- [Task requirements]:
Please work out how many lines in the entries contain "controls", then give that number with nothing added.

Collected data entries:

++++++++

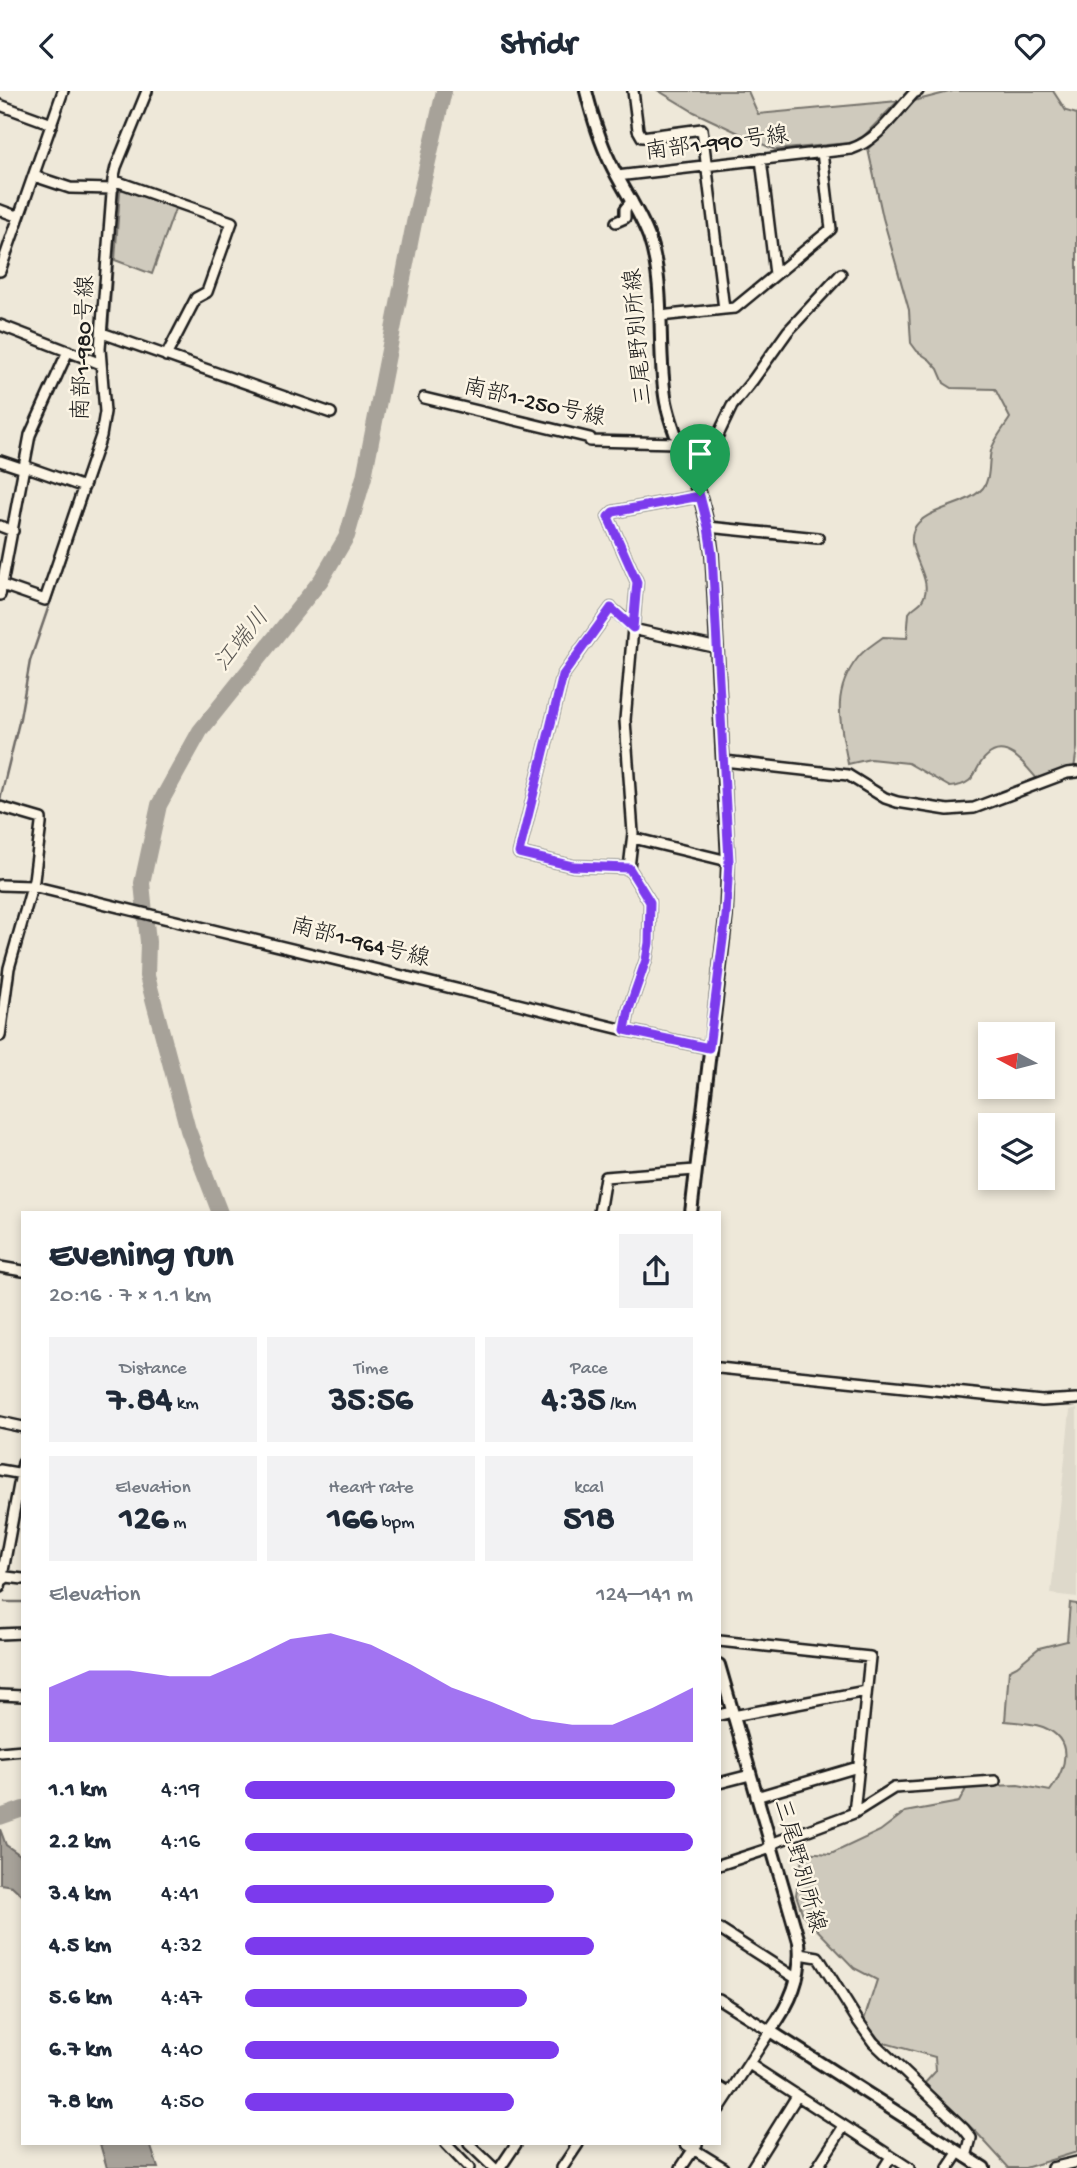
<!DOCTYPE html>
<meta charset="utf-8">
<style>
body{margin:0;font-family:"Gochi Hand","Klee One",sans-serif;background:#f2f2f3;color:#1f2937;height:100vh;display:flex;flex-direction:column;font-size:26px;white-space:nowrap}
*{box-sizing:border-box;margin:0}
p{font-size:23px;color:#747a83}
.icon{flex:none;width:38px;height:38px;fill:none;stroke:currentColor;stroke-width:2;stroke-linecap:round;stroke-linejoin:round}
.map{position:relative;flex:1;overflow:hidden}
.panel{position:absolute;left:21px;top:1120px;width:700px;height:934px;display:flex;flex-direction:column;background:#fff;border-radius:0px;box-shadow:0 4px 10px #0003}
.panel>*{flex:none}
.needle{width:46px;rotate:277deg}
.controls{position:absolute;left:978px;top:931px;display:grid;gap:14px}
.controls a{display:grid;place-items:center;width:77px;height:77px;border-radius:0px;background:#fff;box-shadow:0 4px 10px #0003;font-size:35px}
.pin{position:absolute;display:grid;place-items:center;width:60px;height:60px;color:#fff;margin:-72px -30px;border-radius:50% 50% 50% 0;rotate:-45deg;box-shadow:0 0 7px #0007}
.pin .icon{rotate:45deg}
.round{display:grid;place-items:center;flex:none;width:74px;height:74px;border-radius:0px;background:#f2f2f3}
.head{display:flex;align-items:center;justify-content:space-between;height:119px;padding:0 28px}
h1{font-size:38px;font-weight:700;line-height:52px}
.figures{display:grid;grid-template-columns:repeat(3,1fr);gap:10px;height:119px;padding:7px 28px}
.figures div{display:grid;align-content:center;border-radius:0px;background:#f2f2f3;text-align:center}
.figures b{font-size:35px;font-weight:700}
.figures small{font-size:19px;font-weight:400}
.figures p{font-size:19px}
.chart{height:196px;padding:14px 28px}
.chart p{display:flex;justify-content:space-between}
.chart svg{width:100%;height:126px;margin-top:7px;fill:#7c3aed;opacity:.7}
ul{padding:0 28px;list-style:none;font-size:23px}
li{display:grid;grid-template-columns:112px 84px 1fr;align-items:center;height:52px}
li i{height:18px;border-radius:9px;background:#7c3aed}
header{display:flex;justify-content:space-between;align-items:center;height:91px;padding:0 28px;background:#fff;font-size:32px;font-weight:700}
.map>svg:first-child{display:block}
.built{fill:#ded9cb}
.green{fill:#cfcabd;stroke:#76736c;stroke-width:2}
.water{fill:#a7a299;stroke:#6f6c67;stroke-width:2}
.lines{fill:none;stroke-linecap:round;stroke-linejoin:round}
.stream{stroke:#6f6c67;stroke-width:2.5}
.river{stroke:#a7a299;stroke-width:16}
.minor-casing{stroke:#1c1c1c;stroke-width:14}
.major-casing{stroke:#1c1c1c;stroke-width:16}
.minor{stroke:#fcf5e5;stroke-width:9}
.major{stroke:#fcf5e5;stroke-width:10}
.route-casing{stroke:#fff;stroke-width:14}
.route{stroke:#7c3aed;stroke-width:9}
.labels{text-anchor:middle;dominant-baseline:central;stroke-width:5;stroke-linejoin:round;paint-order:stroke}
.street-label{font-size:23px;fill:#1c1c1c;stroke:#fcf5e5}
.water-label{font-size:24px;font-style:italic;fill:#5b5854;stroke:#fcf5e5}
</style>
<header><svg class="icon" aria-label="back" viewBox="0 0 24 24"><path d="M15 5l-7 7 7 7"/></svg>Stridr<svg class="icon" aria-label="heart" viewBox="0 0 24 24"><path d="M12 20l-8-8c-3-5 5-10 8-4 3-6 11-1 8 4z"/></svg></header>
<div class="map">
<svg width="1077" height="2077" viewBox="0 0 1077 2077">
<rect width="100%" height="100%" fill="#eee8d9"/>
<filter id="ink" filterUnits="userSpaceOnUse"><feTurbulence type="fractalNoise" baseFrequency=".0143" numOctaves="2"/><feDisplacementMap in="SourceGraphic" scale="14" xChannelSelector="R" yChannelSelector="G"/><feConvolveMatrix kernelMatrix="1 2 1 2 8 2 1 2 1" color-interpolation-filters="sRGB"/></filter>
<g filter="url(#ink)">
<!-- built -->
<path class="built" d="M1077 1317V1506L1051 1503 1070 1319Z"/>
<!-- green -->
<path class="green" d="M659 0H748L758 23 898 10 858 51 775 59 694 21Z
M953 0H1053L1066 20 1077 23V657L1074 678H1063L1037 688C1026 675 1006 647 987 665 972 677 980 693 950 696L908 672 870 668 848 673C841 634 830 603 857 568 863 559 874 553 883 546L907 547 909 522C912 517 917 515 921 511 938 489 903 462 914 438 924 417 966 416 983 397 991 387 988 372 991 360 994 348 1004 337 1010 327L995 298 952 297 944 292 938 278 930 269 917 260 911 252 909 219 883 127 868 58 914 10Z
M124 97 176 115 152 183 115 169 120 100Z
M1070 1512 1077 1513V2061L1025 2077H1009L977 2042 924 1993 936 1980 935 1966 881 1951 864 1929 877 1889 854 1877 803 1824 796 1804 803 1761 831 1763 880 1740 905 1721 959 1711 967 1696 1018 1694 1050 1700C1066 1678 1075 1649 1043 1636 1032 1632 1017 1631 1005 1630L1009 1579 1017 1575 1039 1557 1067 1550Z"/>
<!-- water -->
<path class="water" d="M0 1738 6 1754 23 1766V1805L12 1795 0 1793Z
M100 2053H150L158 2077H107Z"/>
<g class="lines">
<!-- stream -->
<path class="stream" d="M108 237 118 102
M105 266 106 251
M0 709 20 627 30 570 90 395 106 344 109 321
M5 1511H23"/>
<!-- river -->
<path class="river" d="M220 1122 188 1039 147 885 148 851 142 792 159 714 200 640 321 489 347 445 364 386 414 132 444 0
M0 1726 23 1718"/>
<!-- minor casing -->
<g class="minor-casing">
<path id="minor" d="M633 0 638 39 642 46 702 38 724 218 735 217 831 138 822 61
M0 14 52 33
M761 68 775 183
M34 85 70 97 113 98
M617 85 851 58C878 49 895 22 914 2L918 0
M113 89 232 131 207 201 196 207 166 265
M0 119 19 126
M616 131 625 127V118L632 110
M0 180 63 0
M660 225 724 218
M0 234 101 273
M102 242 331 322
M424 307 590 347V350L677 352
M0 370 21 377H30L84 396
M687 375 709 363 732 315 753 289 788 240 841 183
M0 435 13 440
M708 436 818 447
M2 494 45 509 101 345 105 321 100 258 113 89 116 76 147 0
M0 504 30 344 68 260
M724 670 848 684 885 707 897 711 948 719 974 717 1067 682 1077 681
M0 716 41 728V733L34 789 9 877 0 945
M633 747 728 770
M629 777 573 775 519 762 563 584 611 517 637 539 718 557
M0 794 32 795 625 939 709 957
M625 939 629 918 646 869 649 852 650 811 629 777 633 742 625 629 637 491 608 426 613 421 700 405
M599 1122 605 1086 695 1079
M0 1176 23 1180
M719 1277 1042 1310 1077 1308
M0 1331 23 1336
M0 1379 23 1383
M0 1491 7 1486 23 1488
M0 1496 23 1372
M0 1543 23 1542
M719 1550 870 1566 854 1722 776 1751 765 1759 719 1774
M0 1604 23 1605
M719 1624 732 1621
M733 1625 866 1600
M0 1661 23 1659
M719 1692 750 1684
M756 1706 858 1676
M854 1722 894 1697 995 1690
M719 1838 797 1888
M800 1863 818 1866 858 1930 873 1951 964 2038 971 2047 966 2066
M719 1908 770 1940 719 2018
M749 1973 909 2077
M719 1996 729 2002
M446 2053 469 2077
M469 2053 494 2077
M685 2053 724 2077
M500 2077 516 2053
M562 2077 578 2053
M681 2077 697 2053
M752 2077 797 2005
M817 2077 844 2035
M884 2077 891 2066
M948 2077 958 2062
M1052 2077 1077 2071"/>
</g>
<!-- major casing -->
<g class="major-casing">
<path id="major" d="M586 0C592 24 599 48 610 71 622 97 639 119 649 146 667 199 656 257 666 311 673 345 689 373 700 406 706 425 710 444 712 463L728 770 726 825 691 1122
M719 1574 799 1851C803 1885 790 1913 770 1940L984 2077"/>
</g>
<!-- minor -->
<use href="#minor" class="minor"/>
<!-- major -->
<use href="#major" class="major"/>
</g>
</g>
<g class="lines" filter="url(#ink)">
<!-- route casing -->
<g class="route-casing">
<path id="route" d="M700 405 708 436 712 463 729 770 726 825 709 957 625 939 629 918 646 869 649 852 650 811 629 777 573 775 519 762 563 584 611 517 633 537 637 491 608 426 613 421Z"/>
</g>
<!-- route -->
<use href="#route" class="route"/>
</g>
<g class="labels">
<!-- street labels -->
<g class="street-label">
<text transform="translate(717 54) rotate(-7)">南部1-990号線</text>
<text transform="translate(640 246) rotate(-95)">三尾野別所線</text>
<text transform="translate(85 257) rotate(-88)">南部1-980号線</text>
<text transform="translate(534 313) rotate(13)">南部1-250号線</text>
<text transform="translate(360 853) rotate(14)">南部1-964号線</text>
<text transform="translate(798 1775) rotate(74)">三尾野別所線</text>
</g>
<!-- water labels -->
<g class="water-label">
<text transform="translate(243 550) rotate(-51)">江端川</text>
</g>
</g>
</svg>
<div class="controls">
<a><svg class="needle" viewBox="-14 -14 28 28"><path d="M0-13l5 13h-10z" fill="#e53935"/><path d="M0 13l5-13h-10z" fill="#747a83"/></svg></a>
<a><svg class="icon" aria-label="layers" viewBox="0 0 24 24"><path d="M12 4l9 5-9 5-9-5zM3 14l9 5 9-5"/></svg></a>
</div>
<div class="pin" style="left:700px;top:405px;background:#1e9e55"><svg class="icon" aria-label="arrive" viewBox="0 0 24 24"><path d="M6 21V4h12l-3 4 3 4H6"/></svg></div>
<section class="panel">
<div class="head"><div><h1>Evening run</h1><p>20:16 · 7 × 1.1 km</p></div><a class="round"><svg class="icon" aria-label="share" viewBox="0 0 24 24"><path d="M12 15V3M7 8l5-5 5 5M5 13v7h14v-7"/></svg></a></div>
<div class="figures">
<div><p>Distance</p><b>7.84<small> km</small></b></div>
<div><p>Time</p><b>35:56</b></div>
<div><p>Pace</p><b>4:35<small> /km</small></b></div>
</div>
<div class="figures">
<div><p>Elevation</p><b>126<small> m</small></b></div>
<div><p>Heart rate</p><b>166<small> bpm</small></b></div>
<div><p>kcal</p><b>518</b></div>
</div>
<div class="chart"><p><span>Elevation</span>124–141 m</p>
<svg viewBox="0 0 160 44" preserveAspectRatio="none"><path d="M0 44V25L10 19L20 19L30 21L40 21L50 15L60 8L70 6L80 10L90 17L100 25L110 30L120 36L130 38L140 38L150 32L160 25V44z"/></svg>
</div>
<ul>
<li><b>1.1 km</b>4:19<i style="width:96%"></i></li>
<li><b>2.2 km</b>4:16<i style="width:100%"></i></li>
<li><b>3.4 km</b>4:41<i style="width:69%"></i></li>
<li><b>4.5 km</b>4:32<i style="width:78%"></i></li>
<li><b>5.6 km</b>4:47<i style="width:63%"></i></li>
<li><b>6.7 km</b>4:40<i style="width:70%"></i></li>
<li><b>7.8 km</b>4:50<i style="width:60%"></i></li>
</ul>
</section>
</div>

++++++++

- [Written response]:
3